Measuring the bottom-line results of human resource
strategies is becoming increasingly important as corporate boards
and executive managements seek information about the demonstrated
financial impact of HR.
Lawson International's consulting services for human
resource strategy ROI analysis helps organizations determine the
financial payoff for human resource initiatives using capital budgeting
and financial accounting techniques.
The Elements of HR Strategy ROI Analysis

A Strategic Imperative
for Human Resource ROI Analysis
When it comes to planning and implementing human
resource programs and strategies, concentrating on "organizational
impact" no longer ensures competitiveness. Relying on near-term
thinking, many organizations base their human resource budgets on
annual projections for new initiatives that link, optimistically,
with business requirements. Indeed, too many companies are squandering
management attention and other resources on human resource projects
that look like winners but fail to produce widespread, bottom-line
results.
The need to evaluate HR strategies, therefore, in
economic terms, is becoming more apparent. In the current environment
of rising costs for human resources and employee benefits, corporate
and senior line managements justifiably demand projections for expected
costs and benefits of HR programs. For many companies, HR expenditures
represent 18% to 25% of each revenue dollar. From that same dollar,
about 4% to 10% is earmarked to capital budgeting projects. While
capital budgeting expenditures are carefully examined and analyzed
and treated as investments the much larger HR piece
is viewed as an annual expense.
The Lawson International Approach
Measuring the bottom-line or financial impact of
HR strategies requires an interdisciplinary approach one
which integrates capital budgeting and financial accounting techniques
with the projected utility of HR programs.
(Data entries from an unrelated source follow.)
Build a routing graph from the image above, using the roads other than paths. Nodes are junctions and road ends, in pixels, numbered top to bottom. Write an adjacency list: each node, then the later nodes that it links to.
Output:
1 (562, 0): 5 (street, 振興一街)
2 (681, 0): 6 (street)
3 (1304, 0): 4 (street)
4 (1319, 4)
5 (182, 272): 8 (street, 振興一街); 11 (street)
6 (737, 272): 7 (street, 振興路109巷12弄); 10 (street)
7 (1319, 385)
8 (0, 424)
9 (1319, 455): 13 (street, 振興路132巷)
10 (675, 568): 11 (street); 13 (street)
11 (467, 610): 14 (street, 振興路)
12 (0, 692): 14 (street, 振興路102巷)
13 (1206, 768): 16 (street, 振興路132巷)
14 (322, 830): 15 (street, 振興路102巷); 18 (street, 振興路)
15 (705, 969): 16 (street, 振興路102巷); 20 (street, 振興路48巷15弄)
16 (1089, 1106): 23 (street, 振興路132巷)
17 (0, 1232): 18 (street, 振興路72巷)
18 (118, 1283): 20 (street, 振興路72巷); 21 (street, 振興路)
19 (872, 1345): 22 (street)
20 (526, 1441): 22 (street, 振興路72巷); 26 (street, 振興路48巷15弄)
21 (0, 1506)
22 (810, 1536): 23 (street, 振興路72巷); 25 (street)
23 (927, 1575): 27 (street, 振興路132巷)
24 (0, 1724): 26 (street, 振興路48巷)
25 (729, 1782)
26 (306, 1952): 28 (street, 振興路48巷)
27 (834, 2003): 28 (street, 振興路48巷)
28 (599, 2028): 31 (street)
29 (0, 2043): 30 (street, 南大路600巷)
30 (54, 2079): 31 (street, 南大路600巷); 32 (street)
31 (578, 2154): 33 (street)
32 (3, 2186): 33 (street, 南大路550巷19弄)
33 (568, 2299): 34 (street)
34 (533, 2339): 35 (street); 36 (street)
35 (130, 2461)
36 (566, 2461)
We have developed and successfully implemented ROI
and NPV analysis models for making prudent investment decisions
regarding potential and on-going HR strategies for client organizations.
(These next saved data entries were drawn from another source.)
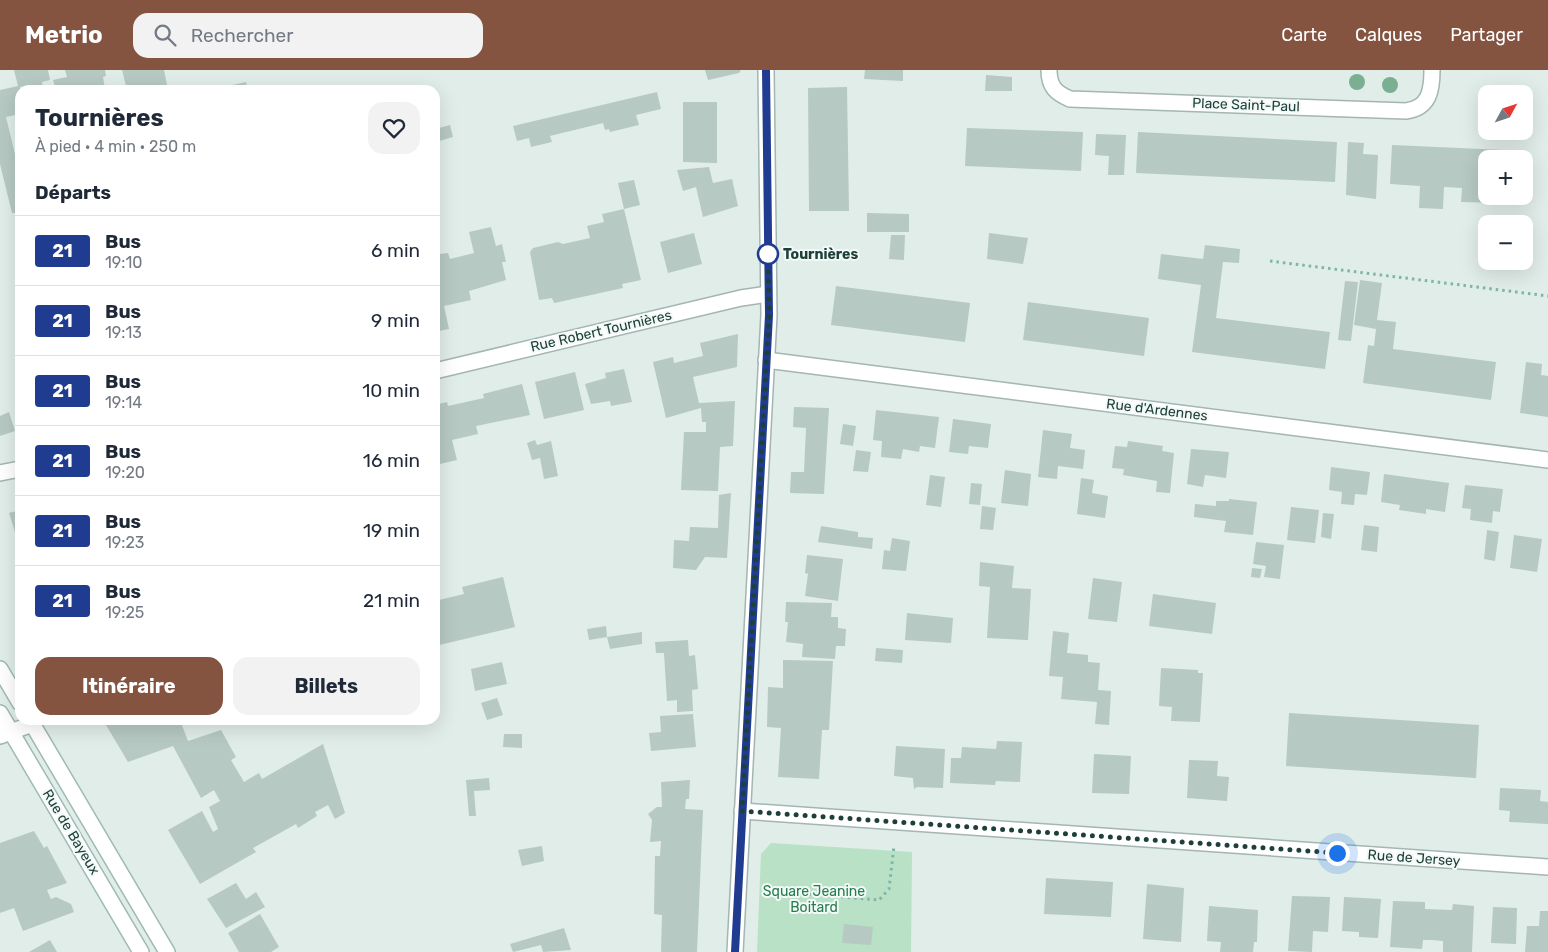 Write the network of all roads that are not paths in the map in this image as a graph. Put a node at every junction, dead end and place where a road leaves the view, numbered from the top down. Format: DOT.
graph roads {
  1 [pos="766,70"];
  2 [pos="1049,70"];
  3 [pos="1432,70"];
  4 [pos="768,294"];
  5 [pos="766,360"];
  6 [pos="440,370"];
  7 [pos="1548,460"];
  8 [pos="15,470"];
  9 [pos="0,474"];
  10 [pos="0,669"];
  11 [pos="15,694"];
  12 [pos="0,713"];
  13 [pos="25,725"];
  14 [pos="33,725"];
  15 [pos="6,734"];
  16 [pos="742,811"];
  17 [pos="1548,868"];
  18 [pos="141,952"];
  19 [pos="167,952"];
  20 [pos="735,952"];
  1 -- 4 [label="street"];
  2 -- 3 [label="street, Place Saint-Paul"];
  4 -- 5 [label="street"];
  4 -- 6 [label="street, Rue Robert Tournières"];
  5 -- 7 [label="street, Rue d'Ardennes"];
  5 -- 16 [label="street"];
  8 -- 9 [label="street"];
  10 -- 11 [label="street"];
  12 -- 15 [label="street, Rue de Bayeux"];
  13 -- 15 [label="street"];
  14 -- 19 [label="street, Rue de Bayeux"];
  15 -- 18 [label="street, Rue de Bayeux"];
  16 -- 17 [label="street, Rue de Jersey"];
  16 -- 20 [label="street"];
}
These models incorporate and use three key elements:
specification
of the investment resources required of the human resource program,
development
and implementation costs associated with the program, and,
quantification
of valued outcomes for various stakeholders in the organization.
In addition, three economic factors are included
in the development and use of the models variable costs,
taxes, and discounting. These economic considerations ensure that
a more complete description of the projected ROI and NPV effect
of the HR program is made for the client organization.
Company Case Examples
A variety of HR strategy and program initiatives
can be assessed using return-on-investment analysis. This process
brings prudent financial risk management to the routinely unquantifiable
human resource function. The challenge is to derive financial parameters
around HR strategies and determine what is and what is not productive.
Representative projects include:
Evaluating
the Bottom-line Effect of an Organization-wide, Goal-setting Process.
Determining
the Financial ROI of Training and Development Programs.
Projecting
the Profitability of Alternative Recruitment and Selection Processes.
Linking
Opportunity Costs with Company Values and Employee Retention and
Productivity.
Determining
the Financial Payoff of a Reengineered Performance Management Process.
Estimating
the Economic Value Added (EVA) of Executive Development and Upward
Feedback Strategies.
Moreover, informed decisions can be made about how
to allocate and deploy investment dollars across competing or the
most worthwhile HR strategies and programs. All new and on going
HR program proposals can be evaluated and priorities reordered as
necessary.
The Benefit
As a result of working with Lawson International,
the HR client organization can:
Educate/influence
line and senior management on the financial, value-adding role of
HR.
Focus
on quality HR programs, services, and strategies that demonstrate
significant financial payoff.
Demonstrate
the financial impact of HR to the organization during executive
presentations and in HR plans.
Exhibit
financial leadership for the function and related strategies - both
on going and planned.
Gain
valuable insights into how HR investments can be used to maximize
the net worth of the firm and contribute to measures of market and
economic value added.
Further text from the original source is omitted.